The measurements were conducted according to ISO 17556 procedure: “Plastics-Determination of the ultimate aerobic biodegradability in soil by measuring the oxygen demand in a respirometer or the amount carbon dioxide of evolved”. The CO₂ was collected and analyzed in 100 NaH solution.

RESULTS

The Biodegradation results are presented in the Tables 5 and 6 and in FIGS. 18 and 19.

TABLE 5
Biodegradation expressed as released CO2 (mg) (FIG. 18)
	Average results	Average results	Average results	Average results
days	blank	cellulose	composite 1	composite 2
0	0	0	0	0
7	21	86	278	456
14	48	191	423	690
21	65	233	468	765
28	86	418	522	852
35	106	597	566	938
42	124	775	617	1014
49	135	873	693	1066
56	150	997	689	1133
63	166	1084	733	1193
70	183	1152	769	1246
77	194	1224	808	1305
84	211	1282	841	1351
91	232	1343	909	1404

TABLE 6
Biodegradation degree (%) (FIG. 19)
	% cellulose	% biodegradation	% biodegradation
days	biodegradation	Composite 1	Composite 2
0	0	0	0
7	4	11	17
14	8	16	25
21	9	17	27
28	19	19	30
35	27	20	32
42	36	21	35
50	41	21	36
57	47	23	38
64	51	24	40
71	54	25	41
77	57	26	43
84	60	27	44
91	62	29	45

While certain features of the invention have been illustrated and described herein, many modifications, substitutions, changes, and equivalents will now occur to those of ordinary skill in the art. It is, therefore, to be understood that the appended claims are intended to cover all such modifications and changes as fall within the true spirit of the invention.

Claims

1. A biodegradable composite comprising a biodegradable polymer and bio-crystals, wherein the bio-crystals are in a concentration of between 1 wt % to 50 wt % of the biodegradable polymer; wherein the bio-crystal comprises crystaline uric acid, amino acids, purine, guanine, xanthenes, isoxanthenes, indigo, porphyrin, or any combination thereof.

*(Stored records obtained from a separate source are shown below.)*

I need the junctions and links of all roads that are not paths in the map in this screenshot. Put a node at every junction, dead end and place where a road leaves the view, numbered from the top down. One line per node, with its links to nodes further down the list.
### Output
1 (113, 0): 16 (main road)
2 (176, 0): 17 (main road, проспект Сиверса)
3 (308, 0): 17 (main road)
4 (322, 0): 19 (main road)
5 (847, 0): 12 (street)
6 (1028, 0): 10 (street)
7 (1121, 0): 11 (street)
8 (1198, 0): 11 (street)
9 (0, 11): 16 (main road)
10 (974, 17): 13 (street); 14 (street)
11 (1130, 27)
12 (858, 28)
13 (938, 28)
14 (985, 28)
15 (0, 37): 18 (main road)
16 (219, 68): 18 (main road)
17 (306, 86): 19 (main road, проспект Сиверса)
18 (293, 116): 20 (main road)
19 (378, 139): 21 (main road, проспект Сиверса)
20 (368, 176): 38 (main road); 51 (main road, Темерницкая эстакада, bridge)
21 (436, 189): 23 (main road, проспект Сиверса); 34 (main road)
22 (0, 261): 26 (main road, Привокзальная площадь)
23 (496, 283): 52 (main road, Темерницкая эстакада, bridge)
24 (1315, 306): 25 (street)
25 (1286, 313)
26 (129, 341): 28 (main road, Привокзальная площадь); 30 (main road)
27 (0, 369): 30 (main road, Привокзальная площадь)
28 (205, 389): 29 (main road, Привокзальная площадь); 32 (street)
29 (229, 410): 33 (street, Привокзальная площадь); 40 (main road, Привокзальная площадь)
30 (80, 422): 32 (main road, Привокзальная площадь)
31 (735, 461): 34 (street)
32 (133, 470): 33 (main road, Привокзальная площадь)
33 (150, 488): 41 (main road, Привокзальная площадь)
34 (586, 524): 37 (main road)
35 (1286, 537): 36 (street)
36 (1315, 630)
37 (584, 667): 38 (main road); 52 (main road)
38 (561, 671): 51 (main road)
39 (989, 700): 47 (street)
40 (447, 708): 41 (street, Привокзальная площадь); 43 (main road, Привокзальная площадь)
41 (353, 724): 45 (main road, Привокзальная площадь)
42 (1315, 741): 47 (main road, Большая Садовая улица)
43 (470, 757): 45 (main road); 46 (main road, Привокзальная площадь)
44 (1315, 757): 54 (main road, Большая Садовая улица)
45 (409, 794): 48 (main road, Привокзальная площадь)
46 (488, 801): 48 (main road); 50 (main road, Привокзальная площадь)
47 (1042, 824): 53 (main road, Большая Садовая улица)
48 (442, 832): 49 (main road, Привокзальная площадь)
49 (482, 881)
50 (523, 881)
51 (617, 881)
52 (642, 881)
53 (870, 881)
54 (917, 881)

2. The composite according to claim 1, wherein the biodegradable polymer comprises 2-hydroxyethyl cellulose (HEC), cellulose derivative, cellulose acetate, poly(lactic acid) (PLA), poly(glycolic acid) (PGA), PLA/PGA, Chitosan, thermoplastic starch (TPS)/polystyrene, TPS/low density polyethylene (LDPE), TPS/bacterial cellulose, agarose (Agar) polysaccharide, Polyhydroxybutyrate(PHB), alginate, polysaccharides, cellulose derivatives or any combination thereof.

3. The composite according to claim 2, wherein the biodegradable polymer is HEC.

4. The composite of claim 2, wherein the poly(lactic acid) (PLA) is poly(L-lactic acid)(PLLA), poly(D-lactic acid)(PDLA) or racemic PLA.

5. The composite according to claim 1, wherein the amino acid is tyrosine.

6. The composite according to claim 1, wherein the composite comprises HEC and L-tyrosine nanocrystals.

7. The composite according to claim 1, wherein the composite comprises agar and L-tyrosine crystals.

8. The composite according to claim 1, wherein the bio-crystals are dispersed homogeneously within the biodegradable polymer.

9. The composite according to claim 1, wherein the composite degrades/compostable by 15%-50 wt % after 30 days.

10. The composite according to claim 1, wherein the composite is further encapsulated by hydrophobic film.

11. The composite according to claim 10, wherein the hydrophobic film comprises polycaprolactone (PCL).

12. The composite of claim 10, wherein the encapsulated composite maintains the same mechanical properties as the non-encapsulated composite.

13. The composite of claim 10, wherein the encapsulated composite maintains the same mechanical properties as the non-encapsulated composite.

14. The composite according to claim 1 wherein the composite provides improved mechanical properties compared to the biodegradable polymer alone.

15. The composite according to claim 1, wherein the composite is a film, a gel, an aerogel, xerogel, a hydrogel a foam or a bulk 3D structure.

16. The composite according to claim 1, wherein the composite is prepared by melt compounding or by melt extrusion.

17. A biodegradable packaging material, structural/construction material comprising the composite according to claim 1.

18. A coating material comprising the composite according claim 1.